Enter and execute the following code, which uses the RESTORE DATABASE command to revert to your desired snapshot. (This code is included in the sample files as Restore FromSnapshot.sql.)
RESTORE DATABASE AdventureWorks FROM DATABASE_SNAPSHOT = 'AdventureWorks_SBSExample1'
If you are in development or testing, you can keep this snapshot and attempt your changes again. You will find that you can revert to this snapshot regularly and more quickly than restoring a backup, especially if your test database is rather large.
Now that you have finished restoring, you can use the source database as usual.
You can also use table partitioning to store history data. This can be done using a sliding window technique in which you rotate out file groups and archive them. See the SQL Server Books Online topic "Index and Table Partitioning" for details on using table partitioning.
Deleting a Database Snapshot
Unlike creating and reverting to a snapshot, you can delete a snapshot using either T-SQL or SQL Server Management Studio. As you have noticed by now, snapshots use variations of the database commands in T-SQL to perform their operations. This is also the case when deleting a snapshot.
Deleting a Snapshot Using T-SQL
Use the DROP DATABASE command when deleting a snapshot using T-SQL. The same restrictions exist for dropping a snapshot as with dropping any database. You will need to have all the connections cleared and have permission to drop databases in order to perform this action. To delete the snapshot we created, enter and execute the following code in a new query window. (This code is included in the sample files as DeleteSnapshot.sql.)
DROP DATABASE AdventureWorks_SBSExample1;
Deleting a Snapshot Using SQL Server Management Studio
In SQL Server Management Studio, you can delete a database snapshot the same way you would delete a normal database.

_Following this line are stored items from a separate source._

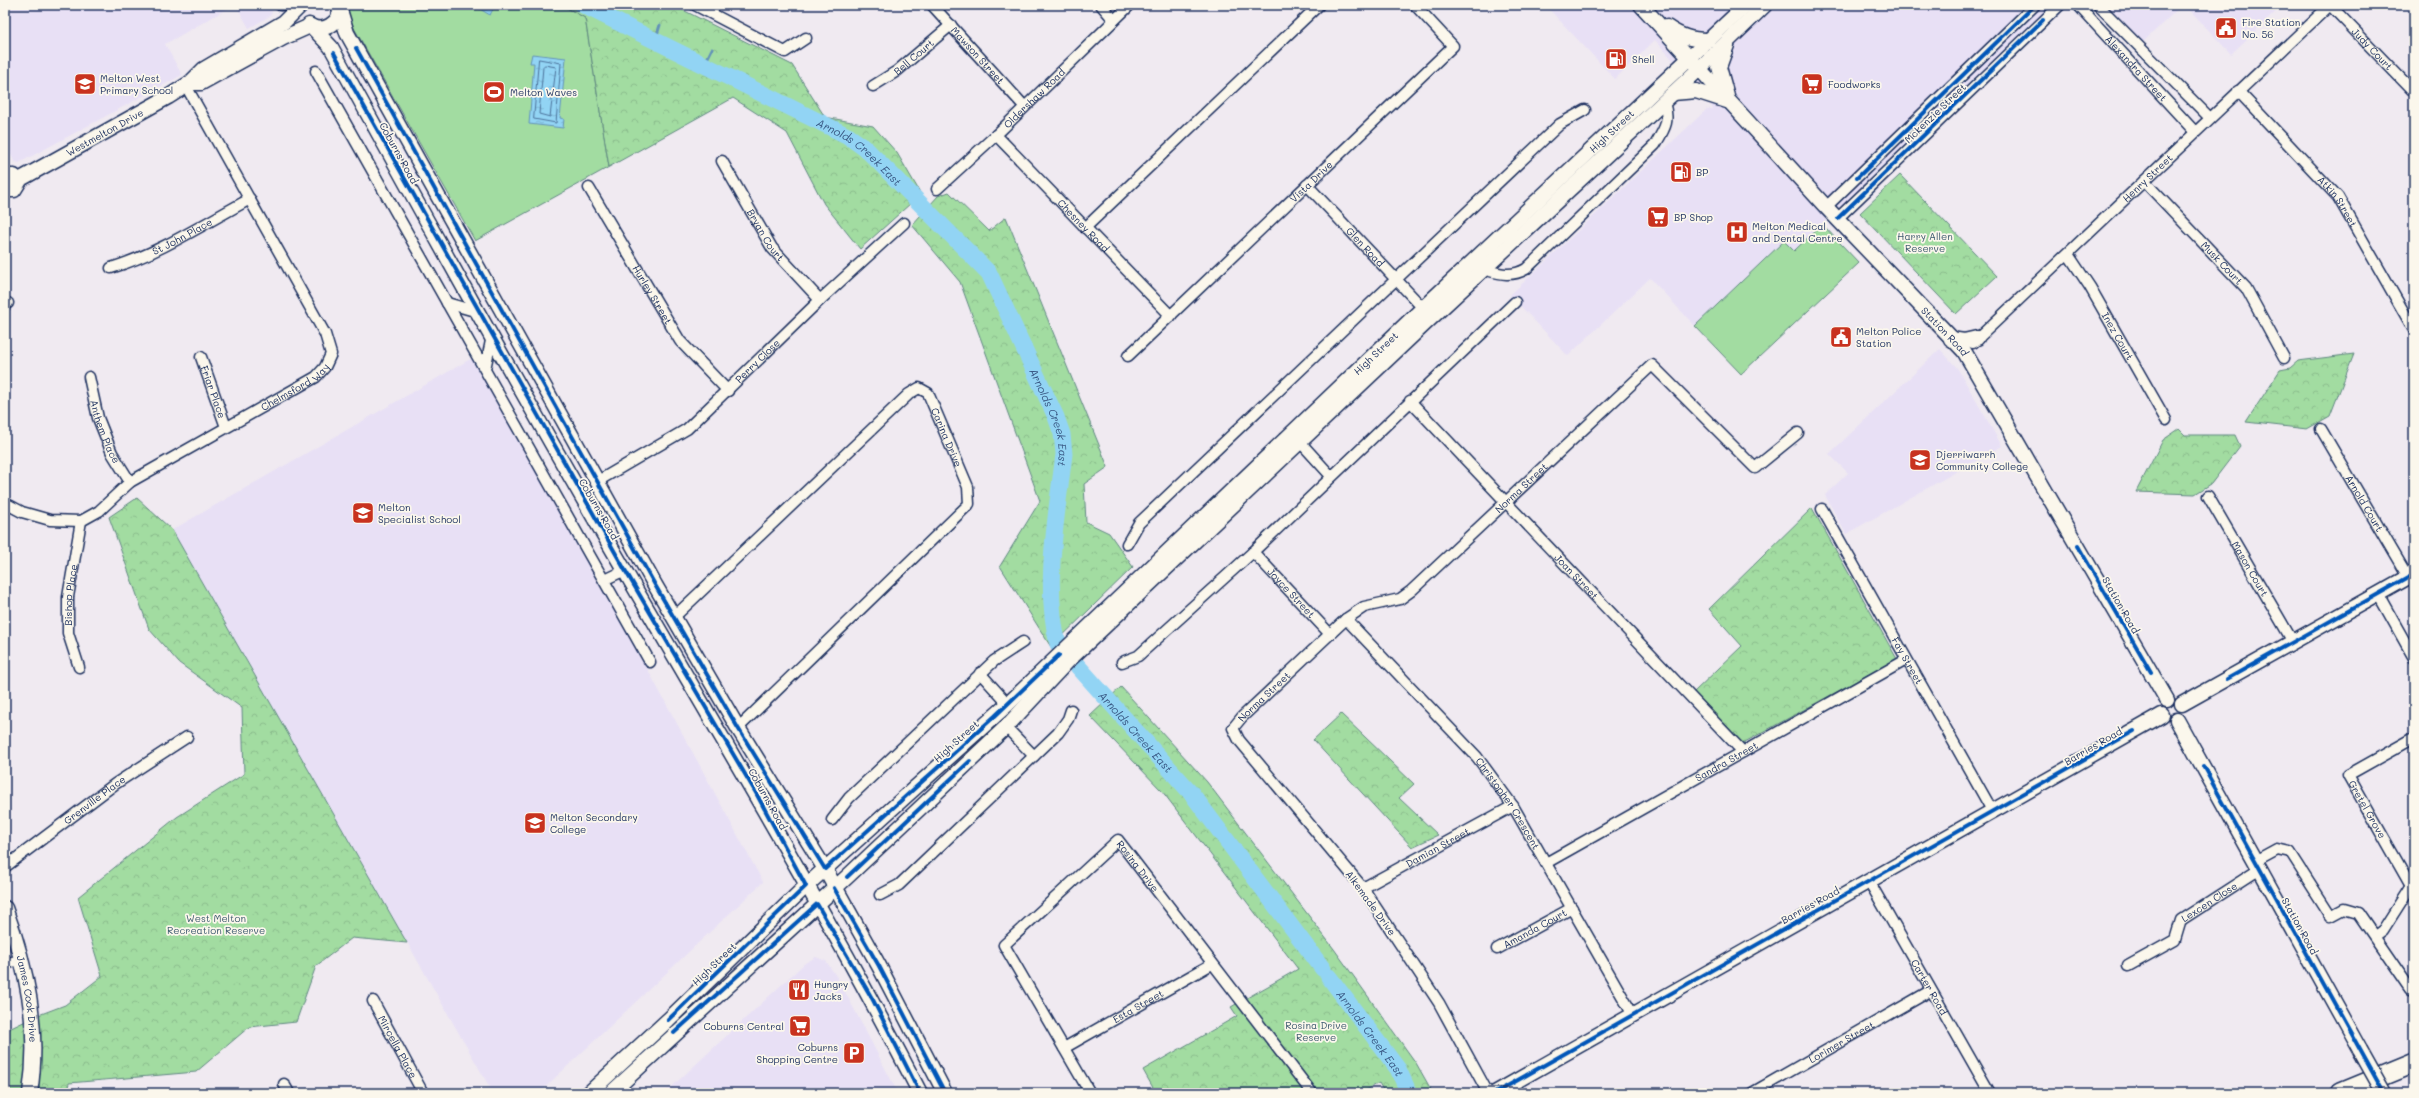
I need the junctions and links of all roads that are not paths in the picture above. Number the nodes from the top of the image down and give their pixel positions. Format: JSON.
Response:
{"nodes":[{"id":1,"x":695,"y":5,"type":"edge"},
{"id":2,"x":932,"y":5,"type":"edge"},
{"id":3,"x":1101,"y":5,"type":"edge"},
{"id":4,"x":1130,"y":5,"type":"edge"},
{"id":5,"x":1319,"y":5,"type":"edge"},
{"id":6,"x":1415,"y":5,"type":"edge"},
{"id":7,"x":1641,"y":5,"type":"edge"},
{"id":8,"x":1746,"y":5,"type":"edge"},
{"id":9,"x":1765,"y":5,"type":"edge"},
{"id":10,"x":2035,"y":5,"type":"edge"},
{"id":11,"x":2060,"y":5,"type":"edge"},
{"id":12,"x":2078,"y":5,"type":"edge"},
{"id":13,"x":2098,"y":5,"type":"edge"},
{"id":14,"x":2330,"y":5,"type":"edge"},
{"id":15,"x":301,"y":6,"type":"edge"},
{"id":16,"x":340,"y":8,"type":"edge"},
{"id":17,"x":1653,"y":18,"type":"junction"},
{"id":18,"x":1114,"y":20,"type":"junction"},
{"id":19,"x":951,"y":25,"type":"junction"},
{"id":20,"x":311,"y":27,"type":"junction"},
{"id":21,"x":1732,"y":36,"type":"junction"},
{"id":22,"x":806,"y":38,"type":"dead end"},
{"id":23,"x":1707,"y":40,"type":"junction"},
{"id":24,"x":1689,"y":58,"type":"junction"},
{"id":25,"x":1699,"y":69,"type":"junction"},
{"id":26,"x":316,"y":71,"type":"dead end"},
{"id":27,"x":188,"y":84,"type":"junction"},
{"id":28,"x":873,"y":86,"type":"dead end"},
{"id":29,"x":2238,"y":91,"type":"junction"},
{"id":30,"x":2414,"y":92,"type":"edge"},
{"id":31,"x":1669,"y":98,"type":"junction"},
{"id":32,"x":1730,"y":102,"type":"junction"},
{"id":33,"x":1024,"y":106,"type":"junction"},
{"id":34,"x":1585,"y":110,"type":"dead end"},
{"id":35,"x":2210,"y":118,"type":"junction"},
{"id":36,"x":2195,"y":132,"type":"junction"},
{"id":37,"x":996,"y":135,"type":"junction"},
{"id":38,"x":722,"y":161,"type":"dead end"},
{"id":39,"x":8,"y":180,"type":"edge"},
{"id":40,"x":2144,"y":181,"type":"junction"},
{"id":41,"x":1307,"y":185,"type":"junction"},
{"id":42,"x":589,"y":188,"type":"dead end"},
{"id":43,"x":937,"y":189,"type":"dead end"},
{"id":44,"x":250,"y":199,"type":"junction"},
{"id":45,"x":1826,"y":207,"type":"junction"},
{"id":46,"x":1838,"y":218,"type":"junction"},
{"id":47,"x":453,"y":220,"type":"junction"},
{"id":48,"x":904,"y":223,"type":"dead end"},
{"id":49,"x":1085,"y":228,"type":"junction"},
{"id":50,"x":433,"y":232,"type":"junction"},
{"id":51,"x":2068,"y":254,"type":"junction"},
{"id":52,"x":111,"y":268,"type":"dead end"},
{"id":53,"x":1486,"y":270,"type":"junction"},
{"id":54,"x":1395,"y":279,"type":"junction"},
{"id":55,"x":820,"y":300,"type":"junction"},
{"id":56,"x":1515,"y":302,"type":"dead end"},
{"id":57,"x":447,"y":303,"type":"junction"},
{"id":58,"x":478,"y":312,"type":"junction"},
{"id":59,"x":1427,"y":314,"type":"junction"},
{"id":60,"x":1171,"y":316,"type":"junction"},
{"id":61,"x":2414,"y":330,"type":"edge"},
{"id":62,"x":492,"y":336,"type":"junction"},
{"id":63,"x":1951,"y":338,"type":"junction"},
{"id":64,"x":1977,"y":338,"type":"junction"},
{"id":65,"x":1964,"y":351,"type":"junction"},
{"id":66,"x":1128,"y":356,"type":"dead end"},
{"id":67,"x":201,"y":357,"type":"dead end"},
{"id":68,"x":2284,"y":358,"type":"dead end"},
{"id":69,"x":485,"y":369,"type":"junction"},
{"id":70,"x":90,"y":377,"type":"dead end"},
{"id":71,"x":728,"y":391,"type":"junction"},
{"id":72,"x":1410,"y":401,"type":"junction"},
{"id":73,"x":2166,"y":420,"type":"dead end"},
{"id":74,"x":226,"y":427,"type":"junction"},
{"id":75,"x":2321,"y":428,"type":"dead end"},
{"id":76,"x":1798,"y":432,"type":"dead end"},
{"id":77,"x":1296,"y":439,"type":"junction"},
{"id":78,"x":1331,"y":476,"type":"junction"},
{"id":79,"x":598,"y":481,"type":"junction"},
{"id":80,"x":130,"y":482,"type":"junction"},
{"id":81,"x":580,"y":491,"type":"junction"},
{"id":82,"x":2208,"y":496,"type":"dead end"},
{"id":83,"x":1506,"y":502,"type":"junction"},
{"id":84,"x":5,"y":503,"type":"edge"},
{"id":85,"x":1822,"y":509,"type":"dead end"},
{"id":86,"x":81,"y":521,"type":"junction"},
{"id":87,"x":1127,"y":544,"type":"dead end"},
{"id":88,"x":1253,"y":552,"type":"junction"},
{"id":89,"x":625,"y":570,"type":"junction"},
{"id":90,"x":2411,"y":576,"type":"edge"},
{"id":91,"x":604,"y":580,"type":"junction"},
{"id":92,"x":2378,"y":594,"type":"junction"},
{"id":93,"x":674,"y":617,"type":"junction"},
{"id":94,"x":1346,"y":618,"type":"junction"},
{"id":95,"x":1329,"y":634,"type":"junction"},
{"id":96,"x":1023,"y":642,"type":"dead end"},
{"id":97,"x":2293,"y":642,"type":"junction"},
{"id":98,"x":1064,"y":658,"type":"junction"},
{"id":99,"x":2414,"y":658,"type":"edge"},
{"id":100,"x":1906,"y":660,"type":"junction"},
{"id":101,"x":650,"y":662,"type":"dead end"},
{"id":102,"x":1122,"y":662,"type":"dead end"},
{"id":103,"x":79,"y":667,"type":"dead end"},
{"id":104,"x":980,"y":673,"type":"junction"},
{"id":105,"x":2168,"y":700,"type":"junction"},
{"id":106,"x":1008,"y":704,"type":"junction"},
{"id":107,"x":2182,"y":704,"type":"junction"},
{"id":108,"x":1071,"y":710,"type":"dead end"},
{"id":109,"x":1018,"y":714,"type":"junction"},
{"id":110,"x":995,"y":716,"type":"junction"},
{"id":111,"x":2162,"y":716,"type":"junction"},
{"id":112,"x":2177,"y":720,"type":"junction"},
{"id":113,"x":1006,"y":727,"type":"junction"},
{"id":114,"x":738,"y":728,"type":"junction"},
{"id":115,"x":1233,"y":728,"type":"joint"},
{"id":116,"x":188,"y":737,"type":"dead end"},
{"id":117,"x":2414,"y":738,"type":"edge"},
{"id":118,"x":1744,"y":752,"type":"junction"},
{"id":119,"x":1034,"y":756,"type":"junction"},
{"id":120,"x":1513,"y":806,"type":"junction"},
{"id":121,"x":1993,"y":812,"type":"junction"},
{"id":122,"x":832,"y":820,"type":"dead end"},
{"id":123,"x":1546,"y":863,"type":"junction"},
{"id":124,"x":2258,"y":865,"type":"junction"},
{"id":125,"x":5,"y":867,"type":"edge"},
{"id":126,"x":825,"y":869,"type":"junction"},
{"id":127,"x":1868,"y":881,"type":"junction"},
{"id":128,"x":2412,"y":885,"type":"edge"},
{"id":129,"x":806,"y":886,"type":"junction"},
{"id":130,"x":834,"y":888,"type":"junction"},
{"id":131,"x":1363,"y":888,"type":"junction"},
{"id":132,"x":880,"y":895,"type":"dead end"},
{"id":133,"x":817,"y":904,"type":"junction"},
{"id":134,"x":5,"y":908,"type":"edge"},
{"id":135,"x":1572,"y":908,"type":"junction"},
{"id":136,"x":2375,"y":936,"type":"junction"},
{"id":137,"x":1497,"y":949,"type":"dead end"},
{"id":138,"x":23,"y":959,"type":"junction"},
{"id":139,"x":5,"y":964,"type":"edge"},
{"id":140,"x":1212,"y":964,"type":"junction"},
{"id":141,"x":2128,"y":966,"type":"dead end"},
{"id":142,"x":1930,"y":991,"type":"junction"},
{"id":143,"x":2414,"y":991,"type":"edge"},
{"id":144,"x":373,"y":1001,"type":"dead end"},
{"id":145,"x":1633,"y":1015,"type":"junction"},
{"id":146,"x":1064,"y":1048,"type":"junction"},
{"id":147,"x":2414,"y":1063,"type":"edge"},
{"id":148,"x":30,"y":1093,"type":"edge"},
{"id":149,"x":423,"y":1093,"type":"edge"},
{"id":150,"x":589,"y":1093,"type":"edge"},
{"id":151,"x":610,"y":1093,"type":"edge"},
{"id":152,"x":920,"y":1093,"type":"edge"},
{"id":153,"x":945,"y":1093,"type":"edge"},
{"id":154,"x":1090,"y":1093,"type":"edge"},
{"id":155,"x":1312,"y":1093,"type":"edge"},
{"id":156,"x":1488,"y":1093,"type":"edge"},
{"id":157,"x":1495,"y":1093,"type":"edge"},
{"id":158,"x":1752,"y":1093,"type":"edge"},
{"id":159,"x":1990,"y":1093,"type":"edge"},
{"id":160,"x":2341,"y":1093,"type":"edge"},
{"id":161,"x":2384,"y":1093,"type":"edge"}],
"edges":[{"from":1,"to":22,"type":"street"},
{"from":2,"to":19,"type":"street","name":"Mawson Street"},
{"from":3,"to":18,"type":"street"},
{"from":4,"to":18,"type":"street","name":"Oldershaw Road"},
{"from":5,"to":49,"type":"street"},
{"from":6,"to":41,"type":"street","name":"Vista Drive"},
{"from":7,"to":17,"type":"street"},
{"from":8,"to":23,"type":"street","name":"High Street"},
{"from":9,"to":21,"type":"street","name":"High Street"},
{"from":10,"to":45,"type":"street","name":"Mckenzie Street"},
{"from":11,"to":46,"type":"street","name":"Mckenzie Street"},
{"from":12,"to":36,"type":"street","name":"Alexandra Street"},
{"from":13,"to":35,"type":"street","name":"Alexandra Street"},
{"from":14,"to":29,"type":"street","name":"Henry Street"},
{"from":14,"to":30,"type":"street","name":"Judy Court"},
{"from":15,"to":20,"type":"street","name":"Coburns Road"},
{"from":15,"to":27,"type":"street","name":"Westmelton Drive"},
{"from":16,"to":20,"type":"street","name":"Westmelton Drive"},
{"from":16,"to":47,"type":"street","name":"Coburns Road"},
{"from":17,"to":23,"type":"street"},
{"from":17,"to":24,"type":"street","name":"Station Road"},
{"from":18,"to":33,"type":"street","name":"Oldershaw Road"},
{"from":19,"to":28,"type":"street","name":"Bell Court"},
{"from":19,"to":33,"type":"street","name":"Mawson Street"},
{"from":20,"to":27,"type":"street","name":"Westmelton Drive"},
{"from":20,"to":50,"type":"street","name":"Coburns Road"},
{"from":21,"to":25,"type":"street","name":"High Street"},
{"from":21,"to":32,"type":"street"},
{"from":23,"to":24,"type":"street","name":"High Street"},
{"from":24,"to":25,"type":"street","name":"Station Road"},
{"from":24,"to":59,"type":"street","name":"High Street"},
{"from":25,"to":31,"type":"street","name":"High Street"},
{"from":25,"to":32,"type":"street","name":"Station Road"},
{"from":26,"to":57,"type":"street"},
{"from":27,"to":39,"type":"street","name":"Westmelton Drive"},
{"from":27,"to":44,"type":"street","name":"Chelmsford Way"},
{"from":29,"to":35,"type":"street","name":"Henry Street"},
{"from":29,"to":61,"type":"street","name":"Atkin Street"},
{"from":31,"to":32,"type":"street"},
{"from":31,"to":53,"type":"street","name":"High Street"},
{"from":31,"to":53,"type":"street"},
{"from":32,"to":45,"type":"street","name":"Station Road"},
{"from":33,"to":37,"type":"street","name":"Oldershaw Road"},
{"from":34,"to":54,"type":"street"},
{"from":35,"to":36,"type":"street","name":"Henry Street"},
{"from":36,"to":40,"type":"street","name":"Henry Street"},
{"from":37,"to":43,"type":"street","name":"Oldershaw Road"},
{"from":37,"to":49,"type":"street","name":"Chesney Road"},
{"from":38,"to":55,"type":"street","name":"Bryan Court"},
{"from":40,"to":51,"type":"street","name":"Henry Street"},
{"from":40,"to":68,"type":"street","name":"Musk Court"},
{"from":41,"to":54,"type":"street","name":"Glen Road"},
{"from":41,"to":60,"type":"street","name":"Vista Drive"},
{"from":42,"to":71,"type":"street","name":"Hurley Street"},
{"from":44,"to":52,"type":"street","name":"St John Place"},
{"from":44,"to":74,"type":"street","name":"Chelmsford Way"},
{"from":45,"to":46,"type":"street","name":"Station Road"},
{"from":46,"to":63,"type":"street","name":"Station Road"},
{"from":47,"to":50,"type":"street"},
{"from":47,"to":79,"type":"street","name":"Coburns Road"},
{"from":48,"to":55,"type":"street","name":"Perry Close"},
{"from":49,"to":60,"type":"street","name":"Chesney Road"},
{"from":50,"to":58,"type":"street","name":"Coburns Road"},
{"from":51,"to":64,"type":"street","name":"Henry Street"},
{"from":51,"to":73,"type":"street","name":"Inez Court"},
{"from":53,"to":59,"type":"street","name":"High Street"},
{"from":54,"to":59,"type":"street","name":"Glen Road"},
{"from":54,"to":87,"type":"street"},
{"from":55,"to":71,"type":"street","name":"Perry Close"},
{"from":56,"to":72,"type":"street"},
{"from":57,"to":58,"type":"street"},
{"from":57,"to":69,"type":"street"},
{"from":58,"to":62,"type":"street","name":"Coburns Road"},
{"from":59,"to":77,"type":"street","name":"High Street"},
{"from":60,"to":66,"type":"street","name":"Vista Drive"},
{"from":62,"to":69,"type":"street"},
{"from":62,"to":81,"type":"street","name":"Coburns Road"},
{"from":63,"to":64,"type":"street"},
{"from":63,"to":65,"type":"street","name":"Station Road"},
{"from":64,"to":65,"type":"street","name":"Henry Street"},
{"from":65,"to":105,"type":"street","name":"Station Road"},
{"from":67,"to":74,"type":"street","name":"Friar Place"},
{"from":69,"to":91,"type":"street"},
{"from":70,"to":80,"type":"street","name":"Anthem Place"},
{"from":71,"to":79,"type":"street","name":"Perry Close"},
{"from":72,"to":78,"type":"street"},
{"from":72,"to":83,"type":"street","name":"Joan Street"},
{"from":74,"to":80,"type":"street","name":"Chelmsford Way"},
{"from":75,"to":90,"type":"street","name":"Arnold Court"},
{"from":76,"to":83,"type":"street","name":"Norma Street"},
{"from":77,"to":78,"type":"street"},
{"from":77,"to":98,"type":"street","name":"High Street"},
{"from":78,"to":88,"type":"street"},
{"from":79,"to":81,"type":"street"},
{"from":79,"to":93,"type":"street","name":"Coburns Road"},
{"from":80,"to":86,"type":"street","name":"Chelmsford Way"},
{"from":81,"to":89,"type":"street","name":"Coburns Road"},
{"from":82,"to":97,"type":"street","name":"Mason Court"},
{"from":83,"to":94,"type":"street","name":"Norma Street"},
{"from":83,"to":118,"type":"street","name":"Joan Street"},
{"from":84,"to":86,"type":"street"},
{"from":85,"to":100,"type":"street","name":"Fay Street"},
{"from":86,"to":103,"type":"street","name":"Bishop Place"},
{"from":88,"to":95,"type":"street","name":"Joyce Street"},
{"from":88,"to":102,"type":"street"},
{"from":89,"to":91,"type":"street"},
{"from":89,"to":129,"type":"street","name":"Coburns Road"},
{"from":90,"to":92,"type":"street"},
{"from":91,"to":101,"type":"street"},
{"from":92,"to":97,"type":"street"},
{"from":92,"to":99,"type":"street"},
{"from":93,"to":114,"type":"street","name":"Coburns Road"},
{"from":93,"to":114,"type":"street","name":"Carina Drive"},
{"from":94,"to":95,"type":"street","name":"Norma Street"},
{"from":94,"to":120,"type":"street","name":"Christopher Crescent"},
{"from":95,"to":115,"type":"street","name":"Norma Street"},
{"from":96,"to":104,"type":"street"},
{"from":97,"to":107,"type":"street"},
{"from":98,"to":106,"type":"street","name":"High Street"},
{"from":98,"to":109,"type":"street","name":"High Street"},
{"from":100,"to":118,"type":"street","name":"Sandra Street"},
{"from":100,"to":121,"type":"street","name":"Fay Street"},
{"from":104,"to":106,"type":"street"},
{"from":104,"to":122,"type":"street"},
{"from":105,"to":107,"type":"street"},
{"from":105,"to":111,"type":"street"},
{"from":106,"to":109,"type":"street"},
{"from":106,"to":110,"type":"street","name":"High Street"},
{"from":107,"to":112,"type":"street"},
{"from":108,"to":119,"type":"street"},
{"from":109,"to":113,"type":"street","name":"High Street"},
{"from":110,"to":113,"type":"street"},
{"from":110,"to":126,"type":"street","name":"High Street"},
{"from":111,"to":112,"type":"street"},
{"from":111,"to":121,"type":"street","name":"Barries Road"},
{"from":112,"to":124,"type":"street","name":"Station Road"},
{"from":113,"to":119,"type":"street"},
{"from":113,"to":130,"type":"street","name":"High Street"},
{"from":114,"to":126,"type":"street","name":"Coburns Road"},
{"from":115,"to":131,"type":"street","name":"Alkemade Drive"},
{"from":116,"to":125,"type":"street","name":"Grenville Place"},
{"from":117,"to":128,"type":"street","name":"Gretel Grove"},
{"from":118,"to":123,"type":"street","name":"Sandra Street"},
{"from":119,"to":132,"type":"street"},
{"from":120,"to":123,"type":"street","name":"Christopher Crescent"},
{"from":120,"to":131,"type":"street","name":"Damian Street"},
{"from":121,"to":127,"type":"street","name":"Barries Road"},
{"from":123,"to":135,"type":"street","name":"Christopher Crescent"},
{"from":124,"to":136,"type":"street","name":"Lexcen Close"},
{"from":124,"to":141,"type":"street","name":"Lexcen Close"},
{"from":124,"to":161,"type":"street","name":"Station Road","bridge":true},
{"from":126,"to":129,"type":"street","name":"High Street"},
{"from":126,"to":130,"type":"street","name":"Coburns Road"},
{"from":127,"to":142,"type":"street","name":"Carter Road"},
{"from":127,"to":145,"type":"street","name":"Barries Road"},
{"from":128,"to":136,"type":"street"},
{"from":129,"to":133,"type":"street","name":"Coburns Road"},
{"from":129,"to":150,"type":"street","name":"High Street"},
{"from":130,"to":133,"type":"street","name":"High Street"},
{"from":130,"to":153,"type":"street","name":"Coburns Road"},
{"from":131,"to":156,"type":"street","name":"Alkemade Drive"},
{"from":133,"to":151,"type":"street","name":"High Street"},
{"from":133,"to":152,"type":"street","name":"Coburns Road"},
{"from":134,"to":138,"type":"street","name":"James Cook Drive"},
{"from":135,"to":137,"type":"street","name":"Amanda Court"},
{"from":135,"to":145,"type":"street","name":"Christopher Crescent"},
{"from":136,"to":143,"type":"street"},
{"from":138,"to":139,"type":"street"},
{"from":138,"to":148,"type":"street","name":"James Cook Drive"},
{"from":140,"to":146,"type":"street","name":"Esta Street"},
{"from":140,"to":146,"type":"street","name":"Rosina Drive"},
{"from":140,"to":155,"type":"street","name":"Rosina Drive"},
{"from":142,"to":158,"type":"street","name":"Lorimer Street"},
{"from":142,"to":159,"type":"street","name":"Carter Road"},
{"from":144,"to":149,"type":"street","name":"Mircella Place"},
{"from":145,"to":157,"type":"street","name":"Barries Road"},
{"from":146,"to":154,"type":"street","name":"Rosina Drive"},
{"from":147,"to":160,"type":"highway"}]}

Open SQL Server Management Studio.
Expand the Database Snapshots folder in the Object Explorer.
Select the snapshot you wish to delete.
Right-click that snapshot and select Delete from the context menu. This will open the Delete Object dialog box, shown below:
You can choose to have SQL Server close connections from this dialog box by selecting the Close Existing Connections checkbox. The advantage of doing this is that the delete operation will not have to wait for transactions to complete before commencing. This is the equivalent of sending KILL statements to all the connections to the database.
Click the OK button to delete the snapshot.
Impact on the Source Database
The source database is impacted in the following ways when database snapshots are used with it:
You will not be able to drop or detach the source database while database snapshots exist. You will have to delete the snapshots first.
You will not be able to restore the source database while database snapshots exist.
Backup operations on the source database will continue to function normally. These operations are not affected when snapshots exist.
If you revert to a snapshot, the log chain is broken and transactional log restores will not work as expected.
Files cannot be dropped from the source database until the snapshots are deleted.